Would you filter these records and copy every line that has the word "markers"?
-- Data shown follows --
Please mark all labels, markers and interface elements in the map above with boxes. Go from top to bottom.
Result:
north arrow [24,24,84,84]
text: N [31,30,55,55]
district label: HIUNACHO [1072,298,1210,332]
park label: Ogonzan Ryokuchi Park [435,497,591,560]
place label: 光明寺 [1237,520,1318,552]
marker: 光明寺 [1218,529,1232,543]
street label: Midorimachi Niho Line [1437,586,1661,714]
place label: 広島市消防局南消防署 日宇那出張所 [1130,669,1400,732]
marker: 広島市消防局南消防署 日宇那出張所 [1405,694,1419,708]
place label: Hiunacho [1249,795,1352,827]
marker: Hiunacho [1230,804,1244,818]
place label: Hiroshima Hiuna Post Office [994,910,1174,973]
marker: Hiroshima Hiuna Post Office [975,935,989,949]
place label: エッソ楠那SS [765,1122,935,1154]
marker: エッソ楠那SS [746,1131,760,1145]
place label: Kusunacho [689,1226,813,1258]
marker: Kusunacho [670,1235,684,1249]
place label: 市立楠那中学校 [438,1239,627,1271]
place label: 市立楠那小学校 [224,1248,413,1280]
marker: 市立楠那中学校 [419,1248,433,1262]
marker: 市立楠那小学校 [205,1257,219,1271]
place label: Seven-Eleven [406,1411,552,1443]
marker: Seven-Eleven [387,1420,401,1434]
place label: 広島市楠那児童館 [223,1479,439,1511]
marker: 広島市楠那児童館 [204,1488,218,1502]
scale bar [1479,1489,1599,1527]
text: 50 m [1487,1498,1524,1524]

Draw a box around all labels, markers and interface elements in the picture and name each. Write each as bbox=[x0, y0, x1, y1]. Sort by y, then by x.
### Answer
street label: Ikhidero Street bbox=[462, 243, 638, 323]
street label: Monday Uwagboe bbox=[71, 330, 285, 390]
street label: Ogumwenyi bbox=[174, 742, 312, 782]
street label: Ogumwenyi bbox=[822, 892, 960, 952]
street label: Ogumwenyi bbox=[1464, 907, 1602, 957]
-- Data shown concluded --
[Output below]:
Please mark all labels, markers and interface elements in the map above with boxes. Go from top to bottom.
Draw a box around all labels, markers and interface elements in the picture and name each. Write each as bbox=[x0, y0, x1, y1]. Sort by y, then by x.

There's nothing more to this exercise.